I would disagree with building up an online rapport, thats where lies can build and fester. Meet them soonish if they are local as thats the only way to really tell what they are like :)

FabbyChic · 05/02/2011 20:09

Mrs Hammond Im not talking about over weeks, but you have to have a reason to want to meet them, not get there name and arrange a date, I mean over a period of a week see if you can hold a conversation via emails, get the buzz.

Don't allow it to continue for ages.

I think after initial contact and you have some things in common then meet.

I have had in excess of 60 online dates! Met my current partner though via eBay.

Newgolddream · 05/02/2011 20:11

fabbychic - wow, through Ebay? I know you can buy some unusual stuff there but that takes the biscuit. Wink Grin

MrsRichardHammond · 05/02/2011 20:11

Ahh fair enough. I had about a week of chatting online for a few hours at a time before i met my partner. Like you (fabbychic) i had a few duff dates along the way, it's no different to meeting guys in bars really :)

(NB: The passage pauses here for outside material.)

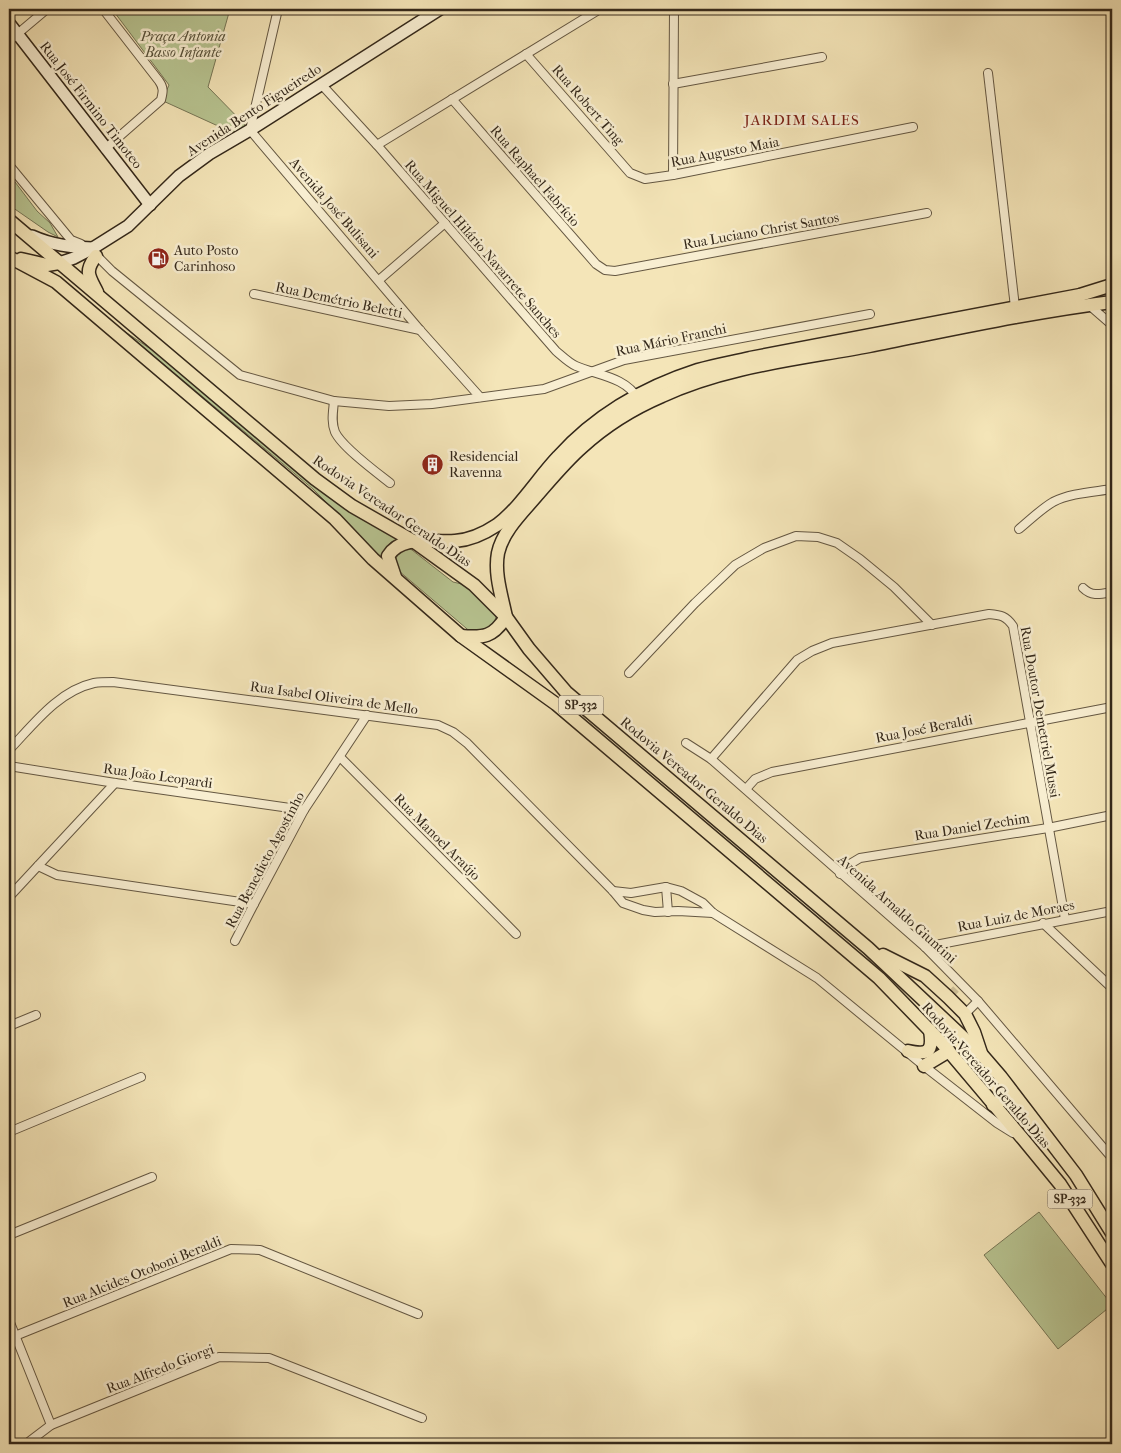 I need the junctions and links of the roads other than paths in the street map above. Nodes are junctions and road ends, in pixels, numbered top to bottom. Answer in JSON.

I would also advise not to do the whole dinner/bar date do something out of the ordinary and fun to break the ice :)

manicbmc · 05/02/2011 20:12

I met my lovely partner playing World of Warcraft. Grin

Never really tried dating sites though.

sharon2609 · 05/02/2011 20:12

Plenty of fish is free. Be prepared for some odd balls but there are nice guys out there.

My very posh friend (1st class travel,designer clothes etc) got chatting to a guy on line. They got on brilliantly and agreed to meet , even though she hadn't seen his photo.
She waited at agreed meeting place and saw,to her horror, a man walk towards her in baggy khaki shorts a hawaiian shirt and a fishing hat!
They've been ecstatically happily married for 6 years now.
Good Luck

janelikesjam · 05/02/2011 20:13

I have found soon is good too, as fantasies can get out of control, though building just a little rapport online can be helpful.

But I am still not meeting men who i find attractive and interesting. When I meet them then they nearly always want to see me again but with one exception (and he turned out to be crazy, naturellement) I have not felt even slightly physically/ romantically interested in the men I have come across :(

sigh ...

OP posts:
MrsRichardHammond · 05/02/2011 20:14

Keep plodding along and you'll find him

bubblewrapped · 05/02/2011 20:14

I would avoid the free ones. Very little vetting and plenty of scope for bullshit.

janelikesjam · 05/02/2011 20:14

p.s. Sharon, your friend's experience sounds very charming, romantic :)

OP posts:
bubblewrapped · 05/02/2011 20:17

I would approach any new contact as a friendship, and not expect anything more, then if you do find them attractive, it will be a bonus.

Use it to create new friends who you can call on for social occasions, no strings attached (I am not talking the sex with no strings attached as personally I find that wrong).. but get as far as common ground for friendship, meet up and see how it goes. You might meet a nice bloke as a mate, who has George Clooneys double for a brother who he introduces you to.. Wink

sharon2609 · 05/02/2011 20:18

Having tried both free and paid for sites, I dont think there's much in it IMO

Just about every bloke on all sites is easy going , laid back and lives life to the full!!!

FabbyChic · 05/02/2011 20:19

On the free sites you are more chance of meeting someone who just wants a shag.

Those who are serious about meeting a potential life partner pay for it because you get less shit to sift through.